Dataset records
......

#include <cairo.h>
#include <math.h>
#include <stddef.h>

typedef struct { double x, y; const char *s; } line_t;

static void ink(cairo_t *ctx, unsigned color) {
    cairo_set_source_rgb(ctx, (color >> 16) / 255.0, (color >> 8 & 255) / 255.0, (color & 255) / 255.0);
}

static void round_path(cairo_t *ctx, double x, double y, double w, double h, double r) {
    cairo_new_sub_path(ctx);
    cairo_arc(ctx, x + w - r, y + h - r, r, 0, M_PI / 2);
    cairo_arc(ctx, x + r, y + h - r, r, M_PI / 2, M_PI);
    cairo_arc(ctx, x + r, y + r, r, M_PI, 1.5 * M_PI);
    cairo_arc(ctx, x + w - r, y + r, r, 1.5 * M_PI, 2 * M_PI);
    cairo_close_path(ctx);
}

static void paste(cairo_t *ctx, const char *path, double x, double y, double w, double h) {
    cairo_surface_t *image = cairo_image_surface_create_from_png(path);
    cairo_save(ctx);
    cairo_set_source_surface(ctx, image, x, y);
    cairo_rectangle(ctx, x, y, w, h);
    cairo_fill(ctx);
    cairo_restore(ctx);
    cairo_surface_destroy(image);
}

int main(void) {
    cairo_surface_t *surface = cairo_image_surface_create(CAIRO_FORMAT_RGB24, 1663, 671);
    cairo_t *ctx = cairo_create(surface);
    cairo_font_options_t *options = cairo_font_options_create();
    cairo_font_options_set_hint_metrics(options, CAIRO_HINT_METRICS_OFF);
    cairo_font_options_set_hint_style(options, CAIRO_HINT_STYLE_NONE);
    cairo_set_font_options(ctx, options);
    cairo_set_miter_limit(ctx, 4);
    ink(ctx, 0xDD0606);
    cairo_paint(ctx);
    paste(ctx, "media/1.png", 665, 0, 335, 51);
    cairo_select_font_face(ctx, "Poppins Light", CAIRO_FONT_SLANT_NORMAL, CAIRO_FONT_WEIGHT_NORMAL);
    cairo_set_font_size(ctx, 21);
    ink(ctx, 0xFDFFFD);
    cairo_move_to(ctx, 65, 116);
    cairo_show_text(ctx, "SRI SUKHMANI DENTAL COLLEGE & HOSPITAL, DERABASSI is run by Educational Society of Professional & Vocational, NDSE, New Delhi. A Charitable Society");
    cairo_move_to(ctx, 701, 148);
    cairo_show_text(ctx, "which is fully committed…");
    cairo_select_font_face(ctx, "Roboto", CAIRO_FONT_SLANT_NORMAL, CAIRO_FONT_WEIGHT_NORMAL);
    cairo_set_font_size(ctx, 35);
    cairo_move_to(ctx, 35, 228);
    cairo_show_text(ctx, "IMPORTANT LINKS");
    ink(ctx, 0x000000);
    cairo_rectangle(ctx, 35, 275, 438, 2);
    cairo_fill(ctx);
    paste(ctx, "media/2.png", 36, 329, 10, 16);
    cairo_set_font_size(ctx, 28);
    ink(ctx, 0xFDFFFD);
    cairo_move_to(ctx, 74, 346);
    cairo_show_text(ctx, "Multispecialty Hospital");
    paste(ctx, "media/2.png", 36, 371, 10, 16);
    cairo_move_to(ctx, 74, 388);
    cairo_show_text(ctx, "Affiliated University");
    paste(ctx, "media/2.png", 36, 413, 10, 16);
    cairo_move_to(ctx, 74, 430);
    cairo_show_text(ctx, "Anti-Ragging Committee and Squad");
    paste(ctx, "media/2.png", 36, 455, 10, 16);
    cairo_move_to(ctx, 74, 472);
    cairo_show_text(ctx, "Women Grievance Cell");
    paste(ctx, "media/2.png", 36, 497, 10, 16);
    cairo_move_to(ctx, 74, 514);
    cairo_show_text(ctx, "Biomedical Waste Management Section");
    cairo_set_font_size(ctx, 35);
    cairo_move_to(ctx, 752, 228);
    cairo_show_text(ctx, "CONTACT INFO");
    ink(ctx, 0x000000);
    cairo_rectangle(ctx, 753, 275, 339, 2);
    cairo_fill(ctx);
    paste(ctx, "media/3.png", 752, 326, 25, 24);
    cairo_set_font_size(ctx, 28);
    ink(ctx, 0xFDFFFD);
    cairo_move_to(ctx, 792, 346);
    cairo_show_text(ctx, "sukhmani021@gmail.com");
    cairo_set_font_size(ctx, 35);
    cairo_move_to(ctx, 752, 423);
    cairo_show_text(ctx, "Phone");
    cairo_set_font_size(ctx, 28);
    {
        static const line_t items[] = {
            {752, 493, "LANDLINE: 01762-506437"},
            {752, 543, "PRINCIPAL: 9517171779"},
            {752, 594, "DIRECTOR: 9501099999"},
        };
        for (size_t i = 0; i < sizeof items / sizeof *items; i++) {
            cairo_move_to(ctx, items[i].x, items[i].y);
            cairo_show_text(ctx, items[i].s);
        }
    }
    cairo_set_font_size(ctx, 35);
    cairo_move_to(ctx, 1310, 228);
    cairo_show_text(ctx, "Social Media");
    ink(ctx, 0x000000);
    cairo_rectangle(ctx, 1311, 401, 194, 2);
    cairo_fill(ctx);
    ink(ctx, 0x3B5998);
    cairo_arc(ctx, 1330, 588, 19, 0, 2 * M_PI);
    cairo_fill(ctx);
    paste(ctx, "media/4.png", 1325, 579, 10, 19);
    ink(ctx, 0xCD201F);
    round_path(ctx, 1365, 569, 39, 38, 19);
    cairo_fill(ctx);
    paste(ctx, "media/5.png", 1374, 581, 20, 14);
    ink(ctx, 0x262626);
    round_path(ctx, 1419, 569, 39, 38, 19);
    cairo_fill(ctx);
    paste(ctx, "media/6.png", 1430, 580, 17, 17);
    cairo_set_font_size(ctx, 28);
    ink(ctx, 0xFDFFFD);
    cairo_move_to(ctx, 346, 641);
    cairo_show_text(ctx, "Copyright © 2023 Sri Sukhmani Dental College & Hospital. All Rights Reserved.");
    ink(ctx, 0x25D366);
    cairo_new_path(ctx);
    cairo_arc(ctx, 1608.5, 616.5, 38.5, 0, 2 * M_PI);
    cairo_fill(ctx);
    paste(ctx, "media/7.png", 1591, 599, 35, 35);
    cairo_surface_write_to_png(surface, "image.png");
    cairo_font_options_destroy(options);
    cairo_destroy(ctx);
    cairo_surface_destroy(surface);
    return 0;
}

......

» **About this exercise**
Only the number should be given: the count of lines above that hold the word "color".

» **The answer**
2